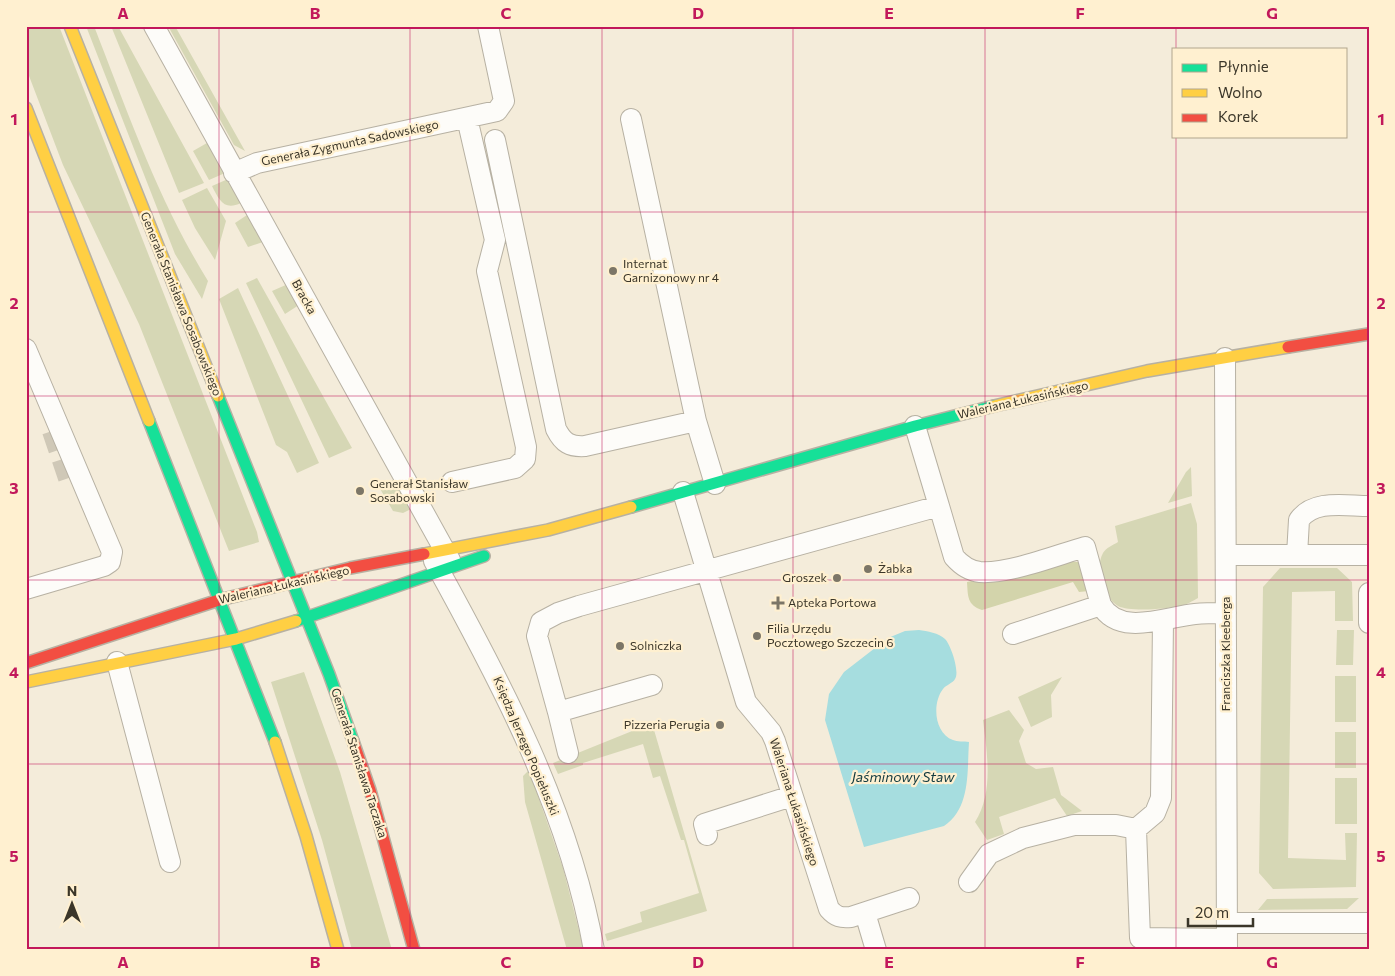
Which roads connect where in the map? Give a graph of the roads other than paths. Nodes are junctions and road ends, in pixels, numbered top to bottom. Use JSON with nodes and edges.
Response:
{"nodes":[{"id":1,"x":70,"y":26,"type":"edge"},
{"id":2,"x":154,"y":26,"type":"edge"},
{"id":3,"x":488,"y":26,"type":"edge"},
{"id":4,"x":26,"y":108,"type":"edge"},
{"id":5,"x":467,"y":118,"type":"junction"},
{"id":6,"x":631,"y":119,"type":"dead end"},
{"id":7,"x":495,"y":140,"type":"dead end"},
{"id":8,"x":234,"y":173,"type":"junction"},
{"id":9,"x":1369,"y":334,"type":"edge"},
{"id":10,"x":26,"y":349,"type":"edge"},
{"id":11,"x":1225,"y":358,"type":"junction"},
{"id":12,"x":696,"y":421,"type":"junction"},
{"id":13,"x":915,"y":426,"type":"junction"},
{"id":14,"x":70,"y":481,"type":"tunnel mouth"},
{"id":15,"x":452,"y":482,"type":"dead end"},
{"id":16,"x":715,"y":484,"type":"junction"},
{"id":17,"x":683,"y":492,"type":"junction"},
{"id":18,"x":939,"y":506,"type":"junction"},
{"id":19,"x":1369,"y":506,"type":"edge"},
{"id":20,"x":548,"y":530,"type":"junction"},
{"id":21,"x":1226,"y":555,"type":"junction"},
{"id":22,"x":1297,"y":555,"type":"junction"},
{"id":23,"x":1369,"y":555,"type":"edge"},
{"id":24,"x":442,"y":560,"type":"junction"},
{"id":25,"x":97,"y":568,"type":"junction"},
{"id":26,"x":708,"y":572,"type":"junction"},
{"id":27,"x":291,"y":581,"type":"junction"},
{"id":28,"x":27,"y":586,"type":"edge"},
{"id":29,"x":1369,"y":592,"type":"edge"},
{"id":30,"x":219,"y":600,"type":"junction"},
{"id":31,"x":1101,"y":605,"type":"junction"},
{"id":32,"x":1226,"y":613,"type":"junction"},
{"id":33,"x":307,"y":618,"type":"junction"},
{"id":34,"x":1163,"y":621,"type":"junction"},
{"id":35,"x":1369,"y":623,"type":"edge"},
{"id":36,"x":1013,"y":634,"type":"dead end"},
{"id":37,"x":236,"y":639,"type":"junction"},
{"id":38,"x":118,"y":662,"type":"junction"},
{"id":39,"x":26,"y":663,"type":"edge"},
{"id":40,"x":26,"y":682,"type":"edge"},
{"id":41,"x":652,"y":686,"type":"dead end"},
{"id":42,"x":558,"y":712,"type":"junction"},
{"id":43,"x":568,"y":752,"type":"dead end"},
{"id":44,"x":792,"y":796,"type":"junction"},
{"id":45,"x":1136,"y":829,"type":"junction"},
{"id":46,"x":707,"y":835,"type":"dead end"},
{"id":47,"x":170,"y":862,"type":"dead end"},
{"id":48,"x":969,"y":882,"type":"dead end"},
{"id":49,"x":909,"y":898,"type":"dead end"},
{"id":50,"x":866,"y":913,"type":"junction"},
{"id":51,"x":1369,"y":923,"type":"edge"},
{"id":52,"x":1227,"y":937,"type":"edge"},
{"id":53,"x":338,"y":950,"type":"edge"},
{"id":54,"x":414,"y":950,"type":"edge"},
{"id":55,"x":594,"y":950,"type":"edge"},
{"id":56,"x":876,"y":950,"type":"edge"}],
"edges":[{"from":1,"to":27,"type":"street","name":"Generała Stanisława Sosabowskiego"},
{"from":2,"to":8,"type":"street","name":"Bracka"},
{"from":3,"to":5,"type":"street","name":"Generała Zygmunta Sadowskiego"},
{"from":4,"to":30,"type":"street"},
{"from":5,"to":8,"type":"street","name":"Generała Zygmunta Sadowskiego"},
{"from":5,"to":15,"type":"street"},
{"from":6,"to":12,"type":"street"},
{"from":7,"to":12,"type":"street"},
{"from":8,"to":24,"type":"street","name":"Bracka"},
{"from":9,"to":11,"type":"street","name":"Waleriana Łukasińskiego"},
{"from":10,"to":25,"type":"street"},
{"from":11,"to":13,"type":"street","name":"Waleriana Łukasińskiego"},
{"from":11,"to":21,"type":"street","name":"Franciszka Kleeberga"},
{"from":12,"to":16,"type":"street"},
{"from":13,"to":16,"type":"street","name":"Waleriana Łukasińskiego"},
{"from":13,"to":18,"type":"street"},
{"from":14,"to":25,"type":"street"},
{"from":16,"to":17,"type":"street","name":"Waleriana Łukasińskiego"},
{"from":17,"to":20,"type":"street","name":"Waleriana Łukasińskiego"},
{"from":17,"to":26,"type":"street","name":"Waleriana Łukasińskiego"},
{"from":18,"to":26,"type":"street"},
{"from":18,"to":31,"type":"street"},
{"from":19,"to":22,"type":"street"},
{"from":20,"to":24,"type":"street","name":"Waleriana Łukasińskiego"},
{"from":20,"to":24,"type":"street","name":"Waleriana Łukasińskiego"},
{"from":21,"to":22,"type":"street"},
{"from":21,"to":32,"type":"street","name":"Franciszka Kleeberga"},
{"from":22,"to":23,"type":"street"},
{"from":24,"to":27,"type":"street","name":"Waleriana Łukasińskiego"},
{"from":24,"to":33,"type":"street","name":"Waleriana Łukasińskiego"},
{"from":24,"to":55,"type":"street","name":"Księdza Jerzego Popiełuszki"},
{"from":25,"to":28,"type":"street"},
{"from":26,"to":42,"type":"street"},
{"from":26,"to":44,"type":"street","name":"Waleriana Łukasińskiego"},
{"from":27,"to":30,"type":"street","name":"Waleriana Łukasińskiego"},
{"from":27,"to":33,"type":"street","name":"Generała Stanisława Taczaka"},
{"from":29,"to":35,"type":"street"},
{"from":30,"to":37,"type":"street"},
{"from":30,"to":39,"type":"street","name":"Waleriana Łukasińskiego"},
{"from":31,"to":34,"type":"street"},
{"from":31,"to":36,"type":"street"},
{"from":32,"to":34,"type":"street"},
{"from":32,"to":52,"type":"street","name":"Franciszka Kleeberga"},
{"from":33,"to":37,"type":"street","name":"Waleriana Łukasińskiego"},
{"from":33,"to":54,"type":"street","name":"Generała Stanisława Taczaka"},
{"from":34,"to":45,"type":"street"},
{"from":37,"to":38,"type":"street","name":"Waleriana Łukasińskiego"},
{"from":37,"to":53,"type":"street"},
{"from":38,"to":40,"type":"street","name":"Waleriana Łukasińskiego"},
{"from":38,"to":47,"type":"street"},
{"from":41,"to":42,"type":"street"},
{"from":42,"to":43,"type":"street"},
{"from":44,"to":46,"type":"street"},
{"from":44,"to":50,"type":"street","name":"Waleriana Łukasińskiego"},
{"from":45,"to":48,"type":"street"},
{"from":45,"to":52,"type":"street"},
{"from":49,"to":50,"type":"street","name":"Waleriana Łukasińskiego"},
{"from":50,"to":56,"type":"street"},
{"from":51,"to":52,"type":"street"}]}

- - -

Work request: Counting every line of the entries that holds the word "Taczaka", report the total and no other text.

Solution to this problem: 2